*** RECORDED INFORMATION ***

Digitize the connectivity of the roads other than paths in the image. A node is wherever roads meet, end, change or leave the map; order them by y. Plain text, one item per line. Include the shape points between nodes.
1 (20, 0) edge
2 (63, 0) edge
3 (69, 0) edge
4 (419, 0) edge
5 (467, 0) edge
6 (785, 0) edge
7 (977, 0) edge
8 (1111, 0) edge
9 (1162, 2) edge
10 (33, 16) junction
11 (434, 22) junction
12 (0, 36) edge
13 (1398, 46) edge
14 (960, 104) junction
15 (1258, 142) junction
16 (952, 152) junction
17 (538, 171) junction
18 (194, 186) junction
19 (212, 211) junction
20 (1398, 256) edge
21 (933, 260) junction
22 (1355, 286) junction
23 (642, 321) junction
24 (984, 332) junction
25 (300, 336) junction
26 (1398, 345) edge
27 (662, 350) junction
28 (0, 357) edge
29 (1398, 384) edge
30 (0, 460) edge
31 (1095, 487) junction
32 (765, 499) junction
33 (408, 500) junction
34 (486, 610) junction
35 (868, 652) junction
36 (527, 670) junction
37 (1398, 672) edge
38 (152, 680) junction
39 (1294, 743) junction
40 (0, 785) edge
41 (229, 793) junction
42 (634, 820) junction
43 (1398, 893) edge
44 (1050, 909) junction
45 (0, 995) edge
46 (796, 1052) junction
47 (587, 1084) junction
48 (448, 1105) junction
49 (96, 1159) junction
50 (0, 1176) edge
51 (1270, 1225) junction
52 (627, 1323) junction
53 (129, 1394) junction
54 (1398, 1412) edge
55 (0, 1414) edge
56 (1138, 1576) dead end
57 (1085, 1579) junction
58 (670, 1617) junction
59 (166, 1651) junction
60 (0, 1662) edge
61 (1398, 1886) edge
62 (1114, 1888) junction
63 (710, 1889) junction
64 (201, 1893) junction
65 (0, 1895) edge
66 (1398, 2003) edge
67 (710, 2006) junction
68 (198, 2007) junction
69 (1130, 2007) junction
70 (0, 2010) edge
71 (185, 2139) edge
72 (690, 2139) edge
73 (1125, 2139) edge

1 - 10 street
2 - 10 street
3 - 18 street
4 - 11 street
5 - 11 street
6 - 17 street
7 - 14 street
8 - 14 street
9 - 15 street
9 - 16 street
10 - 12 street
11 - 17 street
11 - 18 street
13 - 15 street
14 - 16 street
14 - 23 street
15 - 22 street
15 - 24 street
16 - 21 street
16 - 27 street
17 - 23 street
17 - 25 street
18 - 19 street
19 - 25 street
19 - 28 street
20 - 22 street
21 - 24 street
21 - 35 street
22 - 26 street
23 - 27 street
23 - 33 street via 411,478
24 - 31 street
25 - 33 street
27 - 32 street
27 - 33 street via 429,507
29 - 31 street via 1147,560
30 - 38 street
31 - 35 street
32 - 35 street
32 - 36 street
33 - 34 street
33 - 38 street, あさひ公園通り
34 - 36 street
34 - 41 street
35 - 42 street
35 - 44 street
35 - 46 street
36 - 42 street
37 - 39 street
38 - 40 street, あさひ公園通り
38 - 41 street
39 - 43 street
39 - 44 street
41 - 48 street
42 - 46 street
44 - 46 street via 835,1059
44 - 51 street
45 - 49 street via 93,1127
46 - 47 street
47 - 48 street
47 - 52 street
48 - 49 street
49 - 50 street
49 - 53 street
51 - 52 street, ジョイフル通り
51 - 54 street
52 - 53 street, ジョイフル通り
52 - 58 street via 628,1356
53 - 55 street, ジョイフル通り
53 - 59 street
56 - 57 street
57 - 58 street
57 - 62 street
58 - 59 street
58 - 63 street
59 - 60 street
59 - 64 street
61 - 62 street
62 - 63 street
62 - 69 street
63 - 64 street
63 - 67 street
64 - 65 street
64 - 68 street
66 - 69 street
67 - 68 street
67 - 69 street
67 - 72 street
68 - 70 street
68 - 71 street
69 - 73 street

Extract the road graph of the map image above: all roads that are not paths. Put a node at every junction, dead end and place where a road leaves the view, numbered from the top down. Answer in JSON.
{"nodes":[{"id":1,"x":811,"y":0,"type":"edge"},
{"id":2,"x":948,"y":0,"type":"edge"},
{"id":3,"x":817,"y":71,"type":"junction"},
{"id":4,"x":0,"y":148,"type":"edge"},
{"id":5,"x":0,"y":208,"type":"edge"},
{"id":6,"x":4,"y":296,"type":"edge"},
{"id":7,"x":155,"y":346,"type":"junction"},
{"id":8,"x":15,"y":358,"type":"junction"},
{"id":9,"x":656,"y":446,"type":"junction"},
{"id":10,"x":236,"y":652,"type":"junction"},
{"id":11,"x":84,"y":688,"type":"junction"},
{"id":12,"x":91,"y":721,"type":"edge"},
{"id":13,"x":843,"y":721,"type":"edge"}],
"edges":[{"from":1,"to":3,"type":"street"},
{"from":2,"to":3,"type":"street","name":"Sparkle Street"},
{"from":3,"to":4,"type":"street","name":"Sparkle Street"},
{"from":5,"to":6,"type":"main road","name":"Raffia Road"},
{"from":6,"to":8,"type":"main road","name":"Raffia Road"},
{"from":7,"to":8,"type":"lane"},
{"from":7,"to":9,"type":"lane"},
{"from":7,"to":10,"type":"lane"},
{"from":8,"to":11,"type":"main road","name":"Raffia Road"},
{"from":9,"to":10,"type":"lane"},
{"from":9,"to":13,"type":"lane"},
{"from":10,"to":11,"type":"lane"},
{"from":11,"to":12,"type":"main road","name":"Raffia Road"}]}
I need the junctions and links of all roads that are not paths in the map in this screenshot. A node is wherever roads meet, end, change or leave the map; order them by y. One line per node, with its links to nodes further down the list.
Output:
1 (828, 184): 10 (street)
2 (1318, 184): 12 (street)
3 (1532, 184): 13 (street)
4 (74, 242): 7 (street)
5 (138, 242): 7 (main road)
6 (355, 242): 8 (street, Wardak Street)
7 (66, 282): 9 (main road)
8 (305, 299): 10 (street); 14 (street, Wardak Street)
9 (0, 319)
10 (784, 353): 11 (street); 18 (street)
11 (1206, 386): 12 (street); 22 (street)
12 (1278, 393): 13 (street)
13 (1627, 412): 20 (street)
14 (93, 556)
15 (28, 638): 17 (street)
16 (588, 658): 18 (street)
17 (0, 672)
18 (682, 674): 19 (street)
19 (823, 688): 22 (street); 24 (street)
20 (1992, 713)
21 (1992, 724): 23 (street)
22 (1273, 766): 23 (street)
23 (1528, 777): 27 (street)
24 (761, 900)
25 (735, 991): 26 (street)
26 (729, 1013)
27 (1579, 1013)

*** End of RECORDED INFORMATION ***

The entries above need to be repeated in full, exactly as written.

#### EXERCISE RESPONSE
Digitize the connectivity of the roads other than paths in the image. A node is wherever roads meet, end, change or leave the map; order them by y. Plain text, one item per line. Include the shape points between nodes.
1 (20, 0) edge
2 (63, 0) edge
3 (69, 0) edge
4 (419, 0) edge
5 (467, 0) edge
6 (785, 0) edge
7 (977, 0) edge
8 (1111, 0) edge
9 (1162, 2) edge
10 (33, 16) junction
11 (434, 22) junction
12 (0, 36) edge
13 (1398, 46) edge
14 (960, 104) junction
15 (1258, 142) junction
16 (952, 152) junction
17 (538, 171) junction
18 (194, 186) junction
19 (212, 211) junction
20 (1398, 256) edge
21 (933, 260) junction
22 (1355, 286) junction
23 (642, 321) junction
24 (984, 332) junction
25 (300, 336) junction
26 (1398, 345) edge
27 (662, 350) junction
28 (0, 357) edge
29 (1398, 384) edge
30 (0, 460) edge
31 (1095, 487) junction
32 (765, 499) junction
33 (408, 500) junction
34 (486, 610) junction
35 (868, 652) junction
36 (527, 670) junction
37 (1398, 672) edge
38 (152, 680) junction
39 (1294, 743) junction
40 (0, 785) edge
41 (229, 793) junction
42 (634, 820) junction
43 (1398, 893) edge
44 (1050, 909) junction
45 (0, 995) edge
46 (796, 1052) junction
47 (587, 1084) junction
48 (448, 1105) junction
49 (96, 1159) junction
50 (0, 1176) edge
51 (1270, 1225) junction
52 (627, 1323) junction
53 (129, 1394) junction
54 (1398, 1412) edge
55 (0, 1414) edge
56 (1138, 1576) dead end
57 (1085, 1579) junction
58 (670, 1617) junction
59 (166, 1651) junction
60 (0, 1662) edge
61 (1398, 1886) edge
62 (1114, 1888) junction
63 (710, 1889) junction
64 (201, 1893) junction
65 (0, 1895) edge
66 (1398, 2003) edge
67 (710, 2006) junction
68 (198, 2007) junction
69 (1130, 2007) junction
70 (0, 2010) edge
71 (185, 2139) edge
72 (690, 2139) edge
73 (1125, 2139) edge

1 - 10 street
2 - 10 street
3 - 18 street
4 - 11 street
5 - 11 street
6 - 17 street
7 - 14 street
8 - 14 street
9 - 15 street
9 - 16 street
10 - 12 street
11 - 17 street
11 - 18 street
13 - 15 street
14 - 16 street
14 - 23 street
15 - 22 street
15 - 24 street
16 - 21 street
16 - 27 street
17 - 23 street
17 - 25 street
18 - 19 street
19 - 25 street
19 - 28 street
20 - 22 street
21 - 24 street
21 - 35 street
22 - 26 street
23 - 27 street
23 - 33 street via 411,478
24 - 31 street
25 - 33 street
27 - 32 street
27 - 33 street via 429,507
29 - 31 street via 1147,560
30 - 38 street
31 - 35 street
32 - 35 street
32 - 36 street
33 - 34 street
33 - 38 street, あさひ公園通り
34 - 36 street
34 - 41 street
35 - 42 street
35 - 44 street
35 - 46 street
36 - 42 street
37 - 39 street
38 - 40 street, あさひ公園通り
38 - 41 street
39 - 43 street
39 - 44 street
41 - 48 street
42 - 46 street
44 - 46 street via 835,1059
44 - 51 street
45 - 49 street via 93,1127
46 - 47 street
47 - 48 street
47 - 52 street
48 - 49 street
49 - 50 street
49 - 53 street
51 - 52 street, ジョイフル通り
51 - 54 street
52 - 53 street, ジョイフル通り
52 - 58 street via 628,1356
53 - 55 street, ジョイフル通り
53 - 59 street
56 - 57 street
57 - 58 street
57 - 62 street
58 - 59 street
58 - 63 street
59 - 60 street
59 - 64 street
61 - 62 street
62 - 63 street
62 - 69 street
63 - 64 street
63 - 67 street
64 - 65 street
64 - 68 street
66 - 69 street
67 - 68 street
67 - 69 street
67 - 72 street
68 - 70 street
68 - 71 street
69 - 73 street

Extract the road graph of the map image above: all roads that are not paths. Put a node at every junction, dead end and place where a road leaves the view, numbered from the top down. Answer in JSON.
{"nodes":[{"id":1,"x":811,"y":0,"type":"edge"},
{"id":2,"x":948,"y":0,"type":"edge"},
{"id":3,"x":817,"y":71,"type":"junction"},
{"id":4,"x":0,"y":148,"type":"edge"},
{"id":5,"x":0,"y":208,"type":"edge"},
{"id":6,"x":4,"y":296,"type":"edge"},
{"id":7,"x":155,"y":346,"type":"junction"},
{"id":8,"x":15,"y":358,"type":"junction"},
{"id":9,"x":656,"y":446,"type":"junction"},
{"id":10,"x":236,"y":652,"type":"junction"},
{"id":11,"x":84,"y":688,"type":"junction"},
{"id":12,"x":91,"y":721,"type":"edge"},
{"id":13,"x":843,"y":721,"type":"edge"}],
"edges":[{"from":1,"to":3,"type":"street"},
{"from":2,"to":3,"type":"street","name":"Sparkle Street"},
{"from":3,"to":4,"type":"street","name":"Sparkle Street"},
{"from":5,"to":6,"type":"main road","name":"Raffia Road"},
{"from":6,"to":8,"type":"main road","name":"Raffia Road"},
{"from":7,"to":8,"type":"lane"},
{"from":7,"to":9,"type":"lane"},
{"from":7,"to":10,"type":"lane"},
{"from":8,"to":11,"type":"main road","name":"Raffia Road"},
{"from":9,"to":10,"type":"lane"},
{"from":9,"to":13,"type":"lane"},
{"from":10,"to":11,"type":"lane"},
{"from":11,"to":12,"type":"main road","name":"Raffia Road"}]}
I need the junctions and links of all roads that are not paths in the map in this screenshot. A node is wherever roads meet, end, change or leave the map; order them by y. One line per node, with its links to nodes further down the list.
Output:
1 (828, 184): 10 (street)
2 (1318, 184): 12 (street)
3 (1532, 184): 13 (street)
4 (74, 242): 7 (street)
5 (138, 242): 7 (main road)
6 (355, 242): 8 (street, Wardak Street)
7 (66, 282): 9 (main road)
8 (305, 299): 10 (street); 14 (street, Wardak Street)
9 (0, 319)
10 (784, 353): 11 (street); 18 (street)
11 (1206, 386): 12 (street); 22 (street)
12 (1278, 393): 13 (street)
13 (1627, 412): 20 (street)
14 (93, 556)
15 (28, 638): 17 (street)
16 (588, 658): 18 (street)
17 (0, 672)
18 (682, 674): 19 (street)
19 (823, 688): 22 (street); 24 (street)
20 (1992, 713)
21 (1992, 724): 23 (street)
22 (1273, 766): 23 (street)
23 (1528, 777): 27 (street)
24 (761, 900)
25 (735, 991): 26 (street)
26 (729, 1013)
27 (1579, 1013)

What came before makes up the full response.